This environment is fostered by the employee himself, the skills development team (especially the firm’s Skills Development Facilitator and the training/ classroom facilitator), his manager (and the management team above him) and his colleagues.

In this article, I explore the top three things that employees, managers and business leaders can do to help facilitate the effective transfer of learning from the classroom to the workplace.

The employee

  • Have a ‘game plan’; goals in life to work towards. If you know you want to be a senior project manager for a large multi-national company one day, you need to have a good idea of the skills that you will need to perform that job well. Seek out learning opportunities that will take you closer to the ultimate goal; don’t focus only on what you need in your current role
  • Be open to both formal and informal learning opportunities. Look for an informal mentor or coach from whom you can learn business and life skills. The advantage of this kind of learning is that it can be tailored to your specific needs at any time.
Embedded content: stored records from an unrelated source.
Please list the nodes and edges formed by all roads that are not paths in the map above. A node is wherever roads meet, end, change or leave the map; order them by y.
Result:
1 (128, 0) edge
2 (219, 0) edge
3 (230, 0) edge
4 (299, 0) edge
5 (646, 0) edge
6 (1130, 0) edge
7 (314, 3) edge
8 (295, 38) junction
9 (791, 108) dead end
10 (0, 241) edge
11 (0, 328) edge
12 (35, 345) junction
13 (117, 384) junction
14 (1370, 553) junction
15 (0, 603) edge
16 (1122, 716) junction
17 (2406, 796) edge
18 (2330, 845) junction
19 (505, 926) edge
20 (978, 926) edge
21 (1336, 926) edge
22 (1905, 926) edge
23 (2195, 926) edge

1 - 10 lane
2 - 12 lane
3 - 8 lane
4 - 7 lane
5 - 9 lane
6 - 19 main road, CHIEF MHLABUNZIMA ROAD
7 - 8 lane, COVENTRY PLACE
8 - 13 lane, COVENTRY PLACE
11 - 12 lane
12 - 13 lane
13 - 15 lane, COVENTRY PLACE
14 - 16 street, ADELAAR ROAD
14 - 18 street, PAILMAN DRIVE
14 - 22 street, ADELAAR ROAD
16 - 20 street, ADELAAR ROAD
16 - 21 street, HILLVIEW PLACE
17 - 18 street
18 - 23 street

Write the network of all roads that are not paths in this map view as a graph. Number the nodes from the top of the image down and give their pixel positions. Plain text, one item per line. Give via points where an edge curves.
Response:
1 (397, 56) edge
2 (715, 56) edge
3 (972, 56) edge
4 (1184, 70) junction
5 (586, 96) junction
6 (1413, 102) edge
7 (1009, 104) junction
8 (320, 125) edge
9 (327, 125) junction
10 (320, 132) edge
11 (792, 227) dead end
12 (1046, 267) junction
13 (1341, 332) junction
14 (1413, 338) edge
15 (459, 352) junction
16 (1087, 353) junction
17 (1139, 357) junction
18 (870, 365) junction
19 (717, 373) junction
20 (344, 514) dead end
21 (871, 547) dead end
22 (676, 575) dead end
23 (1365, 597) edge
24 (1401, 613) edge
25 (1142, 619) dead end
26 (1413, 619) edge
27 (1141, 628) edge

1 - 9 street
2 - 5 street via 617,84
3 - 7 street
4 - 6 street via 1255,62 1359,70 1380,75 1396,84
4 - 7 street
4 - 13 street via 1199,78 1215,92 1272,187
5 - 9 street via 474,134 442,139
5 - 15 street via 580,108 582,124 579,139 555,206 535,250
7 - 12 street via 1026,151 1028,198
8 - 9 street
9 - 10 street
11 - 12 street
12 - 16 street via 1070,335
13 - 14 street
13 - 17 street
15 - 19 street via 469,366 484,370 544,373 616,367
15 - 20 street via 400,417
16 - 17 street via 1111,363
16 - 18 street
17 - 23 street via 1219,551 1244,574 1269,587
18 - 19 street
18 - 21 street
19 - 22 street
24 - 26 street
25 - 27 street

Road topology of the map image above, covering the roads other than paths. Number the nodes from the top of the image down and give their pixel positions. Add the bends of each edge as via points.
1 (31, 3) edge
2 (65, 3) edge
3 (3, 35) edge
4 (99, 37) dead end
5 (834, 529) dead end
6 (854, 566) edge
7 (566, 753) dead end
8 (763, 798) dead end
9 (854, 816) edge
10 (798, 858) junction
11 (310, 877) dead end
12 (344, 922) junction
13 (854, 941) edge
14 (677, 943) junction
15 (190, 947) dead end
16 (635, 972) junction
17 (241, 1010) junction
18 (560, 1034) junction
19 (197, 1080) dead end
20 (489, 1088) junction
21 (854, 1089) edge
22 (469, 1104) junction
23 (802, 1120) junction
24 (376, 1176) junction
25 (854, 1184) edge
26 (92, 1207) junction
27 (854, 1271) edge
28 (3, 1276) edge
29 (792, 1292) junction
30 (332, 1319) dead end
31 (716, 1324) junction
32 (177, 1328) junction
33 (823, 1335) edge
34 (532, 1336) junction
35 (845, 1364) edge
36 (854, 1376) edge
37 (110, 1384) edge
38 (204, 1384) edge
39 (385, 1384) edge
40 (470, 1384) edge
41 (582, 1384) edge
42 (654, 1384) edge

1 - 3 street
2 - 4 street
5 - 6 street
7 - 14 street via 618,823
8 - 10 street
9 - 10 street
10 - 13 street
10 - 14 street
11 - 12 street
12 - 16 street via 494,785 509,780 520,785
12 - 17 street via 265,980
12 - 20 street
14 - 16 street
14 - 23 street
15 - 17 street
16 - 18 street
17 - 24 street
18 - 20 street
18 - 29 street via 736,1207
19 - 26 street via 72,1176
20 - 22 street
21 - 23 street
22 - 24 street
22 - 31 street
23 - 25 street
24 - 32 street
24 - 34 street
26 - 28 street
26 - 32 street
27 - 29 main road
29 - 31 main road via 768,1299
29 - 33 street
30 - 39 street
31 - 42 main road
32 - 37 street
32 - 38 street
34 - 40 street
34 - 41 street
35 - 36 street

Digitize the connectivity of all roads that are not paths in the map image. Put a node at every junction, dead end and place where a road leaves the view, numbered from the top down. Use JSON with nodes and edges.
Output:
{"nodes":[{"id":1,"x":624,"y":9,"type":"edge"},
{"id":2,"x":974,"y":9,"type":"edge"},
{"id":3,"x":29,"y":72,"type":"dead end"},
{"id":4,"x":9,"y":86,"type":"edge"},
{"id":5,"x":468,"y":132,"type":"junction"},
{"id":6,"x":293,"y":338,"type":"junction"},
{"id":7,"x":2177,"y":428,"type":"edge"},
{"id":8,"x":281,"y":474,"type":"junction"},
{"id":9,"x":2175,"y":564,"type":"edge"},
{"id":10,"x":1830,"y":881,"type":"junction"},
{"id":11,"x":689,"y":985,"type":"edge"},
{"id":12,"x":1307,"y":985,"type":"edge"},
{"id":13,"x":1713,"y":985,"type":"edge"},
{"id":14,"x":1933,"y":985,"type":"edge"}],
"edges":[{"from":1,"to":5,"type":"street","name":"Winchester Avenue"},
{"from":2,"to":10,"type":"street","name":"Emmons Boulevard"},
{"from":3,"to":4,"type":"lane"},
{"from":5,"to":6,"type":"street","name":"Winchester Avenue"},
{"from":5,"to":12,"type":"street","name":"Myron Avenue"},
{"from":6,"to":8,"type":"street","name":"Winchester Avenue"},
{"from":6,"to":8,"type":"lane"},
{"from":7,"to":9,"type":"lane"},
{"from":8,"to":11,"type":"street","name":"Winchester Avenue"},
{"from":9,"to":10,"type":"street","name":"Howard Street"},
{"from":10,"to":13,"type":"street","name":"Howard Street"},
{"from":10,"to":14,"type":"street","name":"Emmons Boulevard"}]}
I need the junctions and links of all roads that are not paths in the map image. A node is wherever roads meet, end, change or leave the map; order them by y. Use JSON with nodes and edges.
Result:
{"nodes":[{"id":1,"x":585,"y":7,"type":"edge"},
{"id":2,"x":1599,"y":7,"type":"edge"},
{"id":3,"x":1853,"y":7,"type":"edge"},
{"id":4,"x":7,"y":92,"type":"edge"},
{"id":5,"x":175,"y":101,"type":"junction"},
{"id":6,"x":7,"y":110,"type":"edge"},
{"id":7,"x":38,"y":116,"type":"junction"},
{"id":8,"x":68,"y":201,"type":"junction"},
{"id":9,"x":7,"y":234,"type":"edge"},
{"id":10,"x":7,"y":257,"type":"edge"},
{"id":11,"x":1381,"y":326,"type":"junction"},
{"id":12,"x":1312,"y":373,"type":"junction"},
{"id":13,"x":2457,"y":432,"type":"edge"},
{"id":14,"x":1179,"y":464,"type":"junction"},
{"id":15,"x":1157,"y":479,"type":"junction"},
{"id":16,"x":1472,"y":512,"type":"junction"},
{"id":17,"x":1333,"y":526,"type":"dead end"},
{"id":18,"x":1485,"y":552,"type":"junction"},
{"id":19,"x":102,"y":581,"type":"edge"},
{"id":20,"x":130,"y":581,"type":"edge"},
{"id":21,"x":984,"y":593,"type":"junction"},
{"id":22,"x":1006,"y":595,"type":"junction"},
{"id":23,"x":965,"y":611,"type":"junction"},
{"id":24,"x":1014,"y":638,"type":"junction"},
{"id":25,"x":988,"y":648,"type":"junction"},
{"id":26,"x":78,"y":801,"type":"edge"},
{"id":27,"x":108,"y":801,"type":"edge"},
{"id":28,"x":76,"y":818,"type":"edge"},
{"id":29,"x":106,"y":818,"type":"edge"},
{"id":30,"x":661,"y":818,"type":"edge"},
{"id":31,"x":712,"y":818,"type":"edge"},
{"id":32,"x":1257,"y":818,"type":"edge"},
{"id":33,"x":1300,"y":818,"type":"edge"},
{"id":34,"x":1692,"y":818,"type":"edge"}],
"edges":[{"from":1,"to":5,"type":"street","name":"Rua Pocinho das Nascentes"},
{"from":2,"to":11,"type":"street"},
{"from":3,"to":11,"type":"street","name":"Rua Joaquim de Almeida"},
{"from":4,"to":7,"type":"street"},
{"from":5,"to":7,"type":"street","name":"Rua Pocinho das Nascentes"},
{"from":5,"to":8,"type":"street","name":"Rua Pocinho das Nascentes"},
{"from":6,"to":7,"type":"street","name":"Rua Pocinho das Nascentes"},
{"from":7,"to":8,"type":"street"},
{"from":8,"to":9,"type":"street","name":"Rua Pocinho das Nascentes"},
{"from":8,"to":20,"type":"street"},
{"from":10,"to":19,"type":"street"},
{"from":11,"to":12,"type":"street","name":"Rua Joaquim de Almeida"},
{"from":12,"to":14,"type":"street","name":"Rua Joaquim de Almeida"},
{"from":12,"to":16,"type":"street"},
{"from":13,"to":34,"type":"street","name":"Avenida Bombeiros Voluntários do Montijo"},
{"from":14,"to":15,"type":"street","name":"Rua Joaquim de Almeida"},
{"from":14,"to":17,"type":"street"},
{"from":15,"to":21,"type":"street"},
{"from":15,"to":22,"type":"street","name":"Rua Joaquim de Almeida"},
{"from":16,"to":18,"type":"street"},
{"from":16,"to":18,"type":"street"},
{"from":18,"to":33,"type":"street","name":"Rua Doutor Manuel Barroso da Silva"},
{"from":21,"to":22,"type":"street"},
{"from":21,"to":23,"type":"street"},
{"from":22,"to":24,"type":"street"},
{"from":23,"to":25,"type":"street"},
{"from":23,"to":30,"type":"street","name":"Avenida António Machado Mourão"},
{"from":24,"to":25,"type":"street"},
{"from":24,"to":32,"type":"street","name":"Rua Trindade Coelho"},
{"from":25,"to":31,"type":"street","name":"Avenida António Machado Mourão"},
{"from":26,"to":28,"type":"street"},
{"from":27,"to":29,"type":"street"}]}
Engage in formal learning opportunities that will enable your “game plan”; don’t just blindly attend training because you have been told to go.
  • Understand that you are dispensable; you cannot afford to be complacent at work. By proactively developing yourself, you can make yourself more valuable to your organisation. The latest (3rd quarter 2012) unemployment statistics on http://www.statssa.gov.za quote South Africa’s unemployment rate as being 25,5%. By being genuinely skilled and embracing lifelong learning and development, you can avoid being part of that number.

The manager

  • Understand what your employer is trying to achieve; start by knowing the vision and mission of the business. Use this as a baseline for how your team is expected to think and behave every day. Encourage the behaviours that support the company’s vision and actively manage out any delinquent behaviours
  • Be an active participant in the formulation of your company’s Skills Development Plan; identify the skills gaps and future leaders in your team and proactively look for ways to develop those areas
  • Foster a learning environment, for example, by showing your employees that there are career paths that they can work towards. You can also create opportunities for them to influence how they work (e.g. by empowering them to make suggestions for improvement or solutions to problems). The list goes on…
  • Communicate the investment that your company is making in people through skills development; it is not just an opportunity for a free lunch and a day out of the office. If your company invests in a member of your team, s/he has a responsibility to pay back that investment through improved performance after the training. How about making this a key performance indicator that they are measured against at year end?

The business leader

  • Look beyond skills development as a way to score B-BBEE points and claim back skills levies paid. There is an opportunity cost in having employees out of the office; make this additional investment count by encouraging employees to take skills development seriously and hold them accountable to improved performance following training
  • Think carefully about how you measure the success of learning and development interventions; a 100% pass rate on a learnership is only meaningful if the learners have genuinely learnt skills and shown application in the workplace. It benefits nobody to fast track a learnership or spoon feed answers in order to achieve a high pass rate.
  • Provide visible opportunities for upward mobility within your organisation; many individuals are motivated by the prospect of growth. They need to see that learning and skills development can lead to improvements in job status, salary and responsibility.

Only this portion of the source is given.